In ecclesiastical use the term was given to heads of the colleges of Notarii and Defensores, which occupied an important place in the administration of the Roman Church in Late Antiquity and in the Early Middle Ages.

When young clerics were assembled in schools for training in the ecclesiastical service in the different districts of the Western Church (from the fifth or sixth century), the directors of these schools were also given this title.
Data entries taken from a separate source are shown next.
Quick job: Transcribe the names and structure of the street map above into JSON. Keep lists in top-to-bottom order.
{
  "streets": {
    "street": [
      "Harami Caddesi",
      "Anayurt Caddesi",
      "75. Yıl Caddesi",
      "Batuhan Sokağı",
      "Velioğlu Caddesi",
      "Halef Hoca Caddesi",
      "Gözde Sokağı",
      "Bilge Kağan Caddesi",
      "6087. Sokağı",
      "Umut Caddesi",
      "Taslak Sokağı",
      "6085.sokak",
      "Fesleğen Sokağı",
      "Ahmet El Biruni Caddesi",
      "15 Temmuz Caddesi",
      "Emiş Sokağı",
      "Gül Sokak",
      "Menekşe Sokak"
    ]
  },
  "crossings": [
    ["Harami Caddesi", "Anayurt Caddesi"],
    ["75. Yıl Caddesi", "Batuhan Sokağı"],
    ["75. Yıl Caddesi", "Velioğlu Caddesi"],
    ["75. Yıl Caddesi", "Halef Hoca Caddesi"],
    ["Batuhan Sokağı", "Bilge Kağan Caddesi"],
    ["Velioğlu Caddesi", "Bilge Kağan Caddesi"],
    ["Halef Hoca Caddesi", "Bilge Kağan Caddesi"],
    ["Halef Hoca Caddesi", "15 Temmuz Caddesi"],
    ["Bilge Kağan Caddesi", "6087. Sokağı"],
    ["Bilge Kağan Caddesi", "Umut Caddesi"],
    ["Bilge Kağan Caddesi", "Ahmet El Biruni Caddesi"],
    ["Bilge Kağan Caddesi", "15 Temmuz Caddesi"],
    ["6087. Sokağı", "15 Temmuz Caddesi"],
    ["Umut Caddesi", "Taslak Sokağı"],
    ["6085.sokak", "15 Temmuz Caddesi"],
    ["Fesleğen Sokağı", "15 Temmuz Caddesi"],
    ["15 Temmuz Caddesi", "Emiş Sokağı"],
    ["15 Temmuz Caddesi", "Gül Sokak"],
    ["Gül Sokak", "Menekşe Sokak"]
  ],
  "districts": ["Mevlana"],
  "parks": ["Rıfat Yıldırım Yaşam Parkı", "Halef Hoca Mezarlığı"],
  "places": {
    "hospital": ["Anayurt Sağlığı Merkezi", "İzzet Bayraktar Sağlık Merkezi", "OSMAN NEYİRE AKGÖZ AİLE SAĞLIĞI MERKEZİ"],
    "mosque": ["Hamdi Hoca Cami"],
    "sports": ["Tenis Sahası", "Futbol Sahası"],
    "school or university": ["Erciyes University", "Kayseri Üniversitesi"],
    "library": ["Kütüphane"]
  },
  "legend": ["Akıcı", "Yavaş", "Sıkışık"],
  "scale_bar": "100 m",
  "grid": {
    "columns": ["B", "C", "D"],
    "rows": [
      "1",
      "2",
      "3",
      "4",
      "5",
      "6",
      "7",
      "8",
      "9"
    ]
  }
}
Thus, an inscription of the year 551 from Lyon mentions a "Stephanus primicerius scolae lectorum servientium in ecclesia Lugdunensi". Isidore of Seville treats of the obligations of the primicerius of the lower clerics in his "Epistola ad Ludefredum". From this position the primicerius also derived certain powers in the direction of liturgical functions.

In the regulation of the common life of the clergy in collegiate and cathedral churches, according to the Rule of Chrodegang and the statutes of Amalarius of Metz, the primicerius appears as the first capitular after the archdeacon and archpresbyter, controlling the lower clerics and directing the liturgical functions and chant. The primicerius thus became a special dignitary of many chapters by a gradual development from the position of the old primicerius of the scola cantorum or lectorum.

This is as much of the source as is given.